Repeat only the lines below that run from the line with "wrist: (362, 360)" to the line with "pinky mcp: (13, 329)", ends included; skip every picture.

[Dataset entries]
-- Opening Marker --
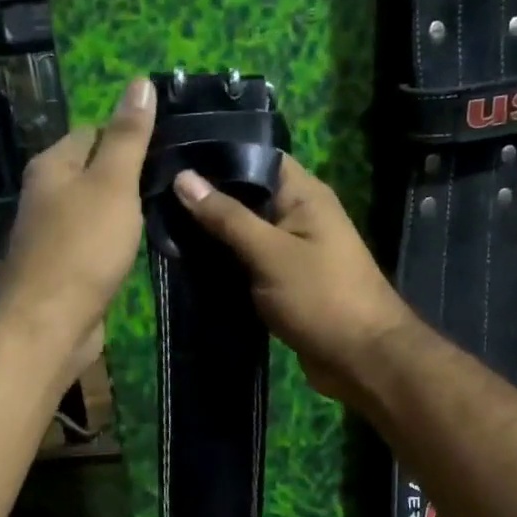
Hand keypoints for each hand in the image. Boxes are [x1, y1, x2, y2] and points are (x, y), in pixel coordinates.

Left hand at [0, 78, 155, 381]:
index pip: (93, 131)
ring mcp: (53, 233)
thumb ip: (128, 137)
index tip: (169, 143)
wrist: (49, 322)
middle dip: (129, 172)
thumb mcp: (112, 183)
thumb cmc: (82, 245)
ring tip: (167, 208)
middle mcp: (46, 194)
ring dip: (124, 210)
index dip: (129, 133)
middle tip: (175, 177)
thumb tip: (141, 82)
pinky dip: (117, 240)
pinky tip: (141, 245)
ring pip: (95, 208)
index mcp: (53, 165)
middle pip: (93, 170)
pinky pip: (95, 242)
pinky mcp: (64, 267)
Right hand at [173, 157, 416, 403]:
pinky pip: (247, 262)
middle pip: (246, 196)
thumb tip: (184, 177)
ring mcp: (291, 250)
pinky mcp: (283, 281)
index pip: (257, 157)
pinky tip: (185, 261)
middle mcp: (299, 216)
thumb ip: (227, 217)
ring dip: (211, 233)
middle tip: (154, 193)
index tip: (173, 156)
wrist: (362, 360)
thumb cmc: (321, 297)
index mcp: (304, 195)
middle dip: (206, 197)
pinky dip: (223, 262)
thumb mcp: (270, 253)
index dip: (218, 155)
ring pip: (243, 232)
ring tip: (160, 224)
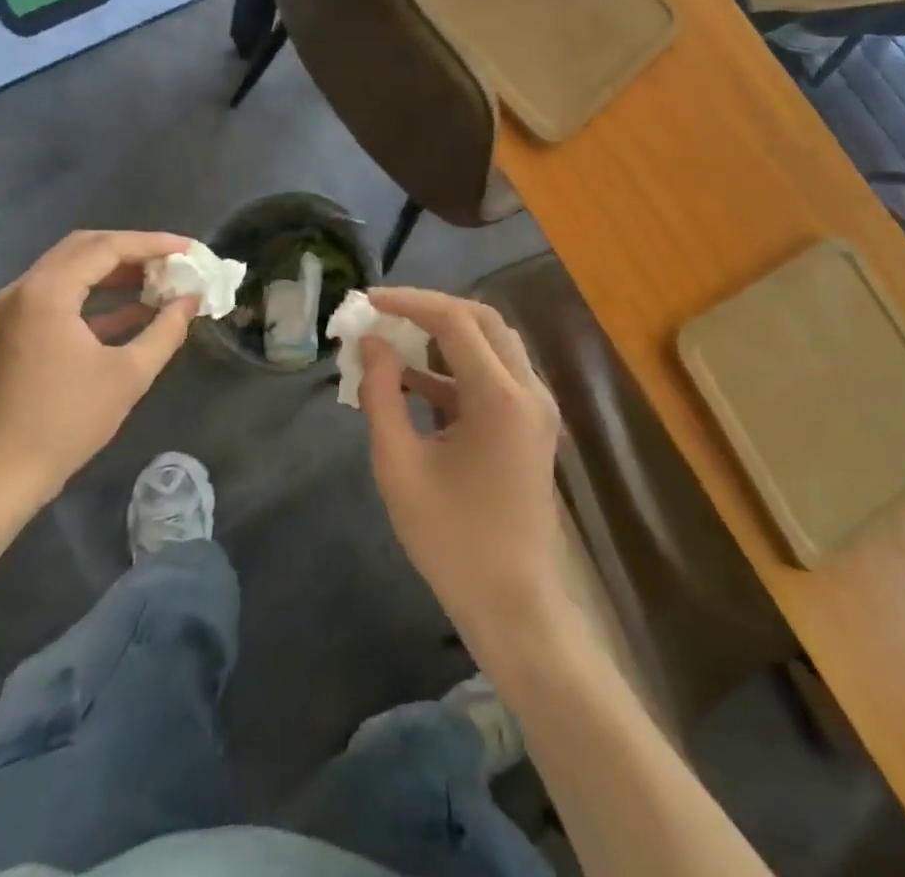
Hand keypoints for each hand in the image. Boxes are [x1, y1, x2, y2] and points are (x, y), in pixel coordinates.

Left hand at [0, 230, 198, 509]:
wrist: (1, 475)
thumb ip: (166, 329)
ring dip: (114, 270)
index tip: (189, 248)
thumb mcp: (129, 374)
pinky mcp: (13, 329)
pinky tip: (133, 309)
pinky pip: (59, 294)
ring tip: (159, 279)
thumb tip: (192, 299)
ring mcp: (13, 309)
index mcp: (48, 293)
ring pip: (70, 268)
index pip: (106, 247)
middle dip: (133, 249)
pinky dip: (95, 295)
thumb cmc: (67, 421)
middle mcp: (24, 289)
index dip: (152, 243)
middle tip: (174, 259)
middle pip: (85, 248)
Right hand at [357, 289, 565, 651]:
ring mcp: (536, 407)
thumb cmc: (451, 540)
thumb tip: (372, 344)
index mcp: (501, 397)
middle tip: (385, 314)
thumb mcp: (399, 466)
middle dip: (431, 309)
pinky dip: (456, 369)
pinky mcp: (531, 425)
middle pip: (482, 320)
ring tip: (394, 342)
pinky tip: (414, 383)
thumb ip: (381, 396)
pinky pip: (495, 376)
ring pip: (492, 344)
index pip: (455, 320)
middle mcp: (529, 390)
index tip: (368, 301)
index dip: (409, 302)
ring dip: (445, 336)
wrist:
-- Closing Marker --
* **OUTPUT**
wrist: (362, 360)
thumb cmc: (321, 297)
index mcp: (304, 195)
middle dip: (206, 197)
pinky dip: (223, 262)
thumb mcp: (270, 253)
index dip: (218, 155)
ring pip: (243, 232)
ring tip: (160, 224)
Hand keypoints for each hand in the image. Boxes are [x1, y1, x2, y2] and points are (x, y), in pixel coordinates.

Left hand at [0, 230, 198, 509]:
wrist: (1, 475)
thumb ip: (166, 329)
ring dip: (114, 270)
index tip: (189, 248)
thumb mcp: (129, 374)
pinky mcp: (13, 329)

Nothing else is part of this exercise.